** Opening Records for this exercise block **
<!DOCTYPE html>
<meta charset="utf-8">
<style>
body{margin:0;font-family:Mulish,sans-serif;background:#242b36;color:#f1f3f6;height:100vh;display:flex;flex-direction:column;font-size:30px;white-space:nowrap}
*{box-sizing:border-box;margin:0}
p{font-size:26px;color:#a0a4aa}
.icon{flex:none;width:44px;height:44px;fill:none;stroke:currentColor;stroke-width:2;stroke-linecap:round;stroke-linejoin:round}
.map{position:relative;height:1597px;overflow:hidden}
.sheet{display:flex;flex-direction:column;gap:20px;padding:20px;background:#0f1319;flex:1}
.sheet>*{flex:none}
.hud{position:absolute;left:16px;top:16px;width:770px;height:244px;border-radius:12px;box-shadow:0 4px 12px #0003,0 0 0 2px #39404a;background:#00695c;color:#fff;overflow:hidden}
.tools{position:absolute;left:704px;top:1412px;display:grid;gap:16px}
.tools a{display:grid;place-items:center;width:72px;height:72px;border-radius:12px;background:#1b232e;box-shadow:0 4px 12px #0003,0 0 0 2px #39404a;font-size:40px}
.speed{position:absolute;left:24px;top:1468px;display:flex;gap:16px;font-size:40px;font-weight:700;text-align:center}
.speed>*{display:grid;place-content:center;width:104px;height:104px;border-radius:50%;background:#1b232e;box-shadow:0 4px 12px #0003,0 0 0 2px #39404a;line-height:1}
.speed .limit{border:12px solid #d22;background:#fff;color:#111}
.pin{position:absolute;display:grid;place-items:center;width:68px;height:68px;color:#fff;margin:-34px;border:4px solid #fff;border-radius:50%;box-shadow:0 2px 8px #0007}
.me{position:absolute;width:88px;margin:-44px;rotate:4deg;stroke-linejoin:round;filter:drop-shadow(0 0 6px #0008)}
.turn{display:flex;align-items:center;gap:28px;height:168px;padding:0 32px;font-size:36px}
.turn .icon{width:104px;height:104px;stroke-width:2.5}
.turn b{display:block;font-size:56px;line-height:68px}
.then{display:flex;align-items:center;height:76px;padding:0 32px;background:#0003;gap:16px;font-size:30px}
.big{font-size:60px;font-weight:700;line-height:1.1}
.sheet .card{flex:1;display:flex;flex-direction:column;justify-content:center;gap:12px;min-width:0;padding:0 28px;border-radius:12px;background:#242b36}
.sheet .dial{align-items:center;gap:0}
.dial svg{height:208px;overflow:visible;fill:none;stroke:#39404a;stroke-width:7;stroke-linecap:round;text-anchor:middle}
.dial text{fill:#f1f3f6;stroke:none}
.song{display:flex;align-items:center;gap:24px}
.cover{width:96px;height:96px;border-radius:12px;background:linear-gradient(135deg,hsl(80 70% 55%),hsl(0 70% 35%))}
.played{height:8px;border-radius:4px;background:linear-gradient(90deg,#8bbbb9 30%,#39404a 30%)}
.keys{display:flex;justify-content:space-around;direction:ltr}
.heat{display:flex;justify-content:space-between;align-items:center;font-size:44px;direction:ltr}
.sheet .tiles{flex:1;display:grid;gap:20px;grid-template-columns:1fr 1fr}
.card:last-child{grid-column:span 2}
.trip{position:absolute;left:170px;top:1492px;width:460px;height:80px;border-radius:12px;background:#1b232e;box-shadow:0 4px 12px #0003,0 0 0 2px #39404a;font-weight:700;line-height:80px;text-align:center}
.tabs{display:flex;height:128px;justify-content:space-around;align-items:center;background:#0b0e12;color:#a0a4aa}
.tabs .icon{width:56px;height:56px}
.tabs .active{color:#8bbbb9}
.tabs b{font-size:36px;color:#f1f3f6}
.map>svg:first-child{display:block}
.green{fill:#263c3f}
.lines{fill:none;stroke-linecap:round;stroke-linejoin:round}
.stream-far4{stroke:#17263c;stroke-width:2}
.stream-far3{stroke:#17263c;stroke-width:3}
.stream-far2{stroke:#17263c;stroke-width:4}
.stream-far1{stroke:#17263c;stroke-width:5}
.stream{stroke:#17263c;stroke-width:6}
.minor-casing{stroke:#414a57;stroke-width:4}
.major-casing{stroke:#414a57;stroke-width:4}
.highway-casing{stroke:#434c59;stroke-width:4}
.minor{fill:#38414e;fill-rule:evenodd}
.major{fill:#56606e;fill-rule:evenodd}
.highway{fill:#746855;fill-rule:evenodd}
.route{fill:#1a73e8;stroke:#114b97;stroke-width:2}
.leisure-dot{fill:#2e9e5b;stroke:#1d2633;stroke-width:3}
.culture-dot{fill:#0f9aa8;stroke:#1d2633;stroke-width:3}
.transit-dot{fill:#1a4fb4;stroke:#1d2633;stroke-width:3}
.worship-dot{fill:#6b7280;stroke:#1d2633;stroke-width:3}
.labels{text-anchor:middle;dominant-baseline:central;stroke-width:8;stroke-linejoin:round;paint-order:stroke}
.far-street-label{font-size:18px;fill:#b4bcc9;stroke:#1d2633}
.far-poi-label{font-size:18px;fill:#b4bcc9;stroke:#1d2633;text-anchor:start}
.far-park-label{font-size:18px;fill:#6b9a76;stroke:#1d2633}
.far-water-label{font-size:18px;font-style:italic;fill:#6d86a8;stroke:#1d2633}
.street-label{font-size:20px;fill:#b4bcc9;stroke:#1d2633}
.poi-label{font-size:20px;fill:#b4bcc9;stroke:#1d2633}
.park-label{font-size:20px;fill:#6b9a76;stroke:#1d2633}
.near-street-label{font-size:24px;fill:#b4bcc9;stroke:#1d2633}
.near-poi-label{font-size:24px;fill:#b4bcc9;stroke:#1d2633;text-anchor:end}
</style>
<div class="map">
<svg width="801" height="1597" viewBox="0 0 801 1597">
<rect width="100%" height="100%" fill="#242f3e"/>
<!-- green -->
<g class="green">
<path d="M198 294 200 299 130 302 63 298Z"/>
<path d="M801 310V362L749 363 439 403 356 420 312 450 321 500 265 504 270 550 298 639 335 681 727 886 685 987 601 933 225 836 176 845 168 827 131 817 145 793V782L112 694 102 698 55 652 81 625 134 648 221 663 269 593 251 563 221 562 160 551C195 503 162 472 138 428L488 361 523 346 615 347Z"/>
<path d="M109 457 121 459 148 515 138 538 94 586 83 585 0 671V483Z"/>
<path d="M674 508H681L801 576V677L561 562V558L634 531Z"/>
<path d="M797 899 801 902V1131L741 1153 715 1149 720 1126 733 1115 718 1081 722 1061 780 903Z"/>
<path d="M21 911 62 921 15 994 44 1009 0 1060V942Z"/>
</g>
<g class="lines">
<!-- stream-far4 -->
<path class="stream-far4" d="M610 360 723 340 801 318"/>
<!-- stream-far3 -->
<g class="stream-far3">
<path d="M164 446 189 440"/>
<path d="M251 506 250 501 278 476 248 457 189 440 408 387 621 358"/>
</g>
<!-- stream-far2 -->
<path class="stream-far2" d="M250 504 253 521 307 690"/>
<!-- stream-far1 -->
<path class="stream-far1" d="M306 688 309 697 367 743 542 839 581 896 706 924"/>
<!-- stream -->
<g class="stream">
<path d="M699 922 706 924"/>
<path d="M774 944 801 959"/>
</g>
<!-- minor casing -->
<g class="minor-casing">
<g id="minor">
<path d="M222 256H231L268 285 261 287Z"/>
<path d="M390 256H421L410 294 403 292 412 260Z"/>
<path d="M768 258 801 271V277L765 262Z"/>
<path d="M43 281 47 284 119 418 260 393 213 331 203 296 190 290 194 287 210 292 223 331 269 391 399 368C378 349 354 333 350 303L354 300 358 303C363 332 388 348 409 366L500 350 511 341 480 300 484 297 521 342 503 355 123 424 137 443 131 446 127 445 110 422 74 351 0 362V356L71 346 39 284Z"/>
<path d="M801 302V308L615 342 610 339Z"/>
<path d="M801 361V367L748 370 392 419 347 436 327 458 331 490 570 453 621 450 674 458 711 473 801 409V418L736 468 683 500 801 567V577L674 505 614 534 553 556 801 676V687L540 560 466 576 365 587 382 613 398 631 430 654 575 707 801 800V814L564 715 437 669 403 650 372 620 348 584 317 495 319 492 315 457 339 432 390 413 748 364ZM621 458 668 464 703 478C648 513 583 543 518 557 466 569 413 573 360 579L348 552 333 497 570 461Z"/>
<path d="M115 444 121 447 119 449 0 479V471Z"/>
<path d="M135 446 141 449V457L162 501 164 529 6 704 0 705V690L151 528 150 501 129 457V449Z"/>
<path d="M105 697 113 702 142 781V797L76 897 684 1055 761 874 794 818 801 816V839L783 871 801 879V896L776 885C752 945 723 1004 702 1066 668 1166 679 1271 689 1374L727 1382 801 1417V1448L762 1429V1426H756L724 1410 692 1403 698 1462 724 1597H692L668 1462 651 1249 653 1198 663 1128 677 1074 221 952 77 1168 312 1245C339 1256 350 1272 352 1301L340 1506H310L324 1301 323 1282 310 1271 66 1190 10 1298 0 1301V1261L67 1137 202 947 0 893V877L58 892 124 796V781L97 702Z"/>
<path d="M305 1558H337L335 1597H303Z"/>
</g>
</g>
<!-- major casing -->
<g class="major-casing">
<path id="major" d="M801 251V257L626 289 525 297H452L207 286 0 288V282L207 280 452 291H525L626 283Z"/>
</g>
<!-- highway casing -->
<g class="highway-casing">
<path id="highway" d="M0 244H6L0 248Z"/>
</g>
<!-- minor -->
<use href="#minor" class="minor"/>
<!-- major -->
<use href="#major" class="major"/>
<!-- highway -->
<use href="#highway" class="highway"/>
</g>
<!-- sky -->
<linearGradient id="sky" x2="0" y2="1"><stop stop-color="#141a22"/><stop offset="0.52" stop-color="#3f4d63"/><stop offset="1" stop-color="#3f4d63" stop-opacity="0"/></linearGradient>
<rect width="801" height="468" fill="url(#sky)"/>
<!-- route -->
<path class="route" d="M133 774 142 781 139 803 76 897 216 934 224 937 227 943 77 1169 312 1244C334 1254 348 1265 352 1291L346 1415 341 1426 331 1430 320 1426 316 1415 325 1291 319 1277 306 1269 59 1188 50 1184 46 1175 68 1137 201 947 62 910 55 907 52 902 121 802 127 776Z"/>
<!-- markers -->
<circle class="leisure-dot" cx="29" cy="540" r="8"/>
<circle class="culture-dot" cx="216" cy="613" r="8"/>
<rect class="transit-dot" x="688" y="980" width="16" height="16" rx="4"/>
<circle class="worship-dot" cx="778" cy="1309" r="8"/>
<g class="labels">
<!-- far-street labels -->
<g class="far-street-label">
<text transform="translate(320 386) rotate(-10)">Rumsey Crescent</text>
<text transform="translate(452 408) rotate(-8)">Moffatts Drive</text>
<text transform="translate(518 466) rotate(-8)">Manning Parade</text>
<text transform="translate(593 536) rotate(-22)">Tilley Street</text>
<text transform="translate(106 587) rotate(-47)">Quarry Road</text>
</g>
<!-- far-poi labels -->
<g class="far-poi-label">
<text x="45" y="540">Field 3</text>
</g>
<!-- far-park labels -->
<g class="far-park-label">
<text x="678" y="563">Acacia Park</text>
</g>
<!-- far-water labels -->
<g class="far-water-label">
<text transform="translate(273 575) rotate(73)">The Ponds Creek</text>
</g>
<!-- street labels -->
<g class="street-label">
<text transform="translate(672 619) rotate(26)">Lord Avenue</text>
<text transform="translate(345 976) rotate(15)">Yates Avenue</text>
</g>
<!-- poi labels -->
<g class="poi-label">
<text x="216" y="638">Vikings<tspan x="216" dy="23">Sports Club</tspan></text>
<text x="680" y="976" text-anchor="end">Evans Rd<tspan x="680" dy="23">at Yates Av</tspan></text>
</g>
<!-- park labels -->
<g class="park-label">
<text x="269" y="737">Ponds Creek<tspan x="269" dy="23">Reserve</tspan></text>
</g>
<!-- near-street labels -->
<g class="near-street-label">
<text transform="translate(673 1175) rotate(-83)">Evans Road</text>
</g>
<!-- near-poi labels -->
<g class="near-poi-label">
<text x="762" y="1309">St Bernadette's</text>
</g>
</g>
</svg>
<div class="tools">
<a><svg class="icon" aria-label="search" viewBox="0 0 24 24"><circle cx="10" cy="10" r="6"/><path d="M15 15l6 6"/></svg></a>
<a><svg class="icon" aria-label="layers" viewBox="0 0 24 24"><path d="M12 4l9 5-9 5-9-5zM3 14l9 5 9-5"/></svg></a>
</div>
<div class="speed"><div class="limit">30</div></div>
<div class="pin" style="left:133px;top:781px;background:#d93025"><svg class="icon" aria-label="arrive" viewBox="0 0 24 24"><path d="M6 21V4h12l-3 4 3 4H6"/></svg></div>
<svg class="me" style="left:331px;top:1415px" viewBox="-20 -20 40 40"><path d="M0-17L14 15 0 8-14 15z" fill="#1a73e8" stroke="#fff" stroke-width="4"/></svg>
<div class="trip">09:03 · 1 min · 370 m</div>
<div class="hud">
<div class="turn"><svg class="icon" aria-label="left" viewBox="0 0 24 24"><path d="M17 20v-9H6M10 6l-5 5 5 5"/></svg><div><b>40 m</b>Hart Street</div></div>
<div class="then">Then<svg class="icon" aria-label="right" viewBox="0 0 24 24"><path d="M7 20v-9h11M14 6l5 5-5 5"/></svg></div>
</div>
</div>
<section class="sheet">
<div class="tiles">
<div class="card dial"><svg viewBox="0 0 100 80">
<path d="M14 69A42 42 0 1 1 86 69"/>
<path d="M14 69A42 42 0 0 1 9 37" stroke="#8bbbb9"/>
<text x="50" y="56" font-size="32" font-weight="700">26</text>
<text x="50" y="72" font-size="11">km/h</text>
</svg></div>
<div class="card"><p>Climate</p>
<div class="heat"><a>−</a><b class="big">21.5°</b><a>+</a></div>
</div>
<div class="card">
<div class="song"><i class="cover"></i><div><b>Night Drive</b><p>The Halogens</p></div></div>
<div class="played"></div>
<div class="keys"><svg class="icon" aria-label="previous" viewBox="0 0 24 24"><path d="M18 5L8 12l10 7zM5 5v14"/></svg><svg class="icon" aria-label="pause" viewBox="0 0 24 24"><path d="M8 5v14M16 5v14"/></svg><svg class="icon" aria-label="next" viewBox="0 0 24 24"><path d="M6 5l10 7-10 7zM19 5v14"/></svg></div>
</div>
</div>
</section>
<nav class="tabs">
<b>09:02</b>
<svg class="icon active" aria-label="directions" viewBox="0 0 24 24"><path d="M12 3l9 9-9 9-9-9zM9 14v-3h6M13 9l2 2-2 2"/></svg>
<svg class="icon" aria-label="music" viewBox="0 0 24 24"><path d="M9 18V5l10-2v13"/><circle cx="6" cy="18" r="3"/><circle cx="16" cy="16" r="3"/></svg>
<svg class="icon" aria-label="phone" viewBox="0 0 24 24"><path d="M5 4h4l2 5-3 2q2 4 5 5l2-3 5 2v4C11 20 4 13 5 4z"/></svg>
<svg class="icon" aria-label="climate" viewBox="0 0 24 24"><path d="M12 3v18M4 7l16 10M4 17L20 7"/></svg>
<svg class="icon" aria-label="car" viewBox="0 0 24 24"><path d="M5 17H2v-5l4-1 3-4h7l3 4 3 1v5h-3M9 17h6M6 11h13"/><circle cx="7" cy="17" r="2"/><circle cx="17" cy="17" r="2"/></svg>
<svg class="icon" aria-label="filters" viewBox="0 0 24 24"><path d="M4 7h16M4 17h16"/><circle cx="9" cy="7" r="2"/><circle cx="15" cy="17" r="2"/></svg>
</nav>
** Closing Records for this exercise block **
Scan the material above for the string "heat" and report each line where you find it.

=== Task result ===
.heat{display:flex;justify-content:space-between;align-items:center;font-size:44px;direction:ltr}
<div class="heat"><a>−</a><b class="big">21.5°</b><a>+</a></div>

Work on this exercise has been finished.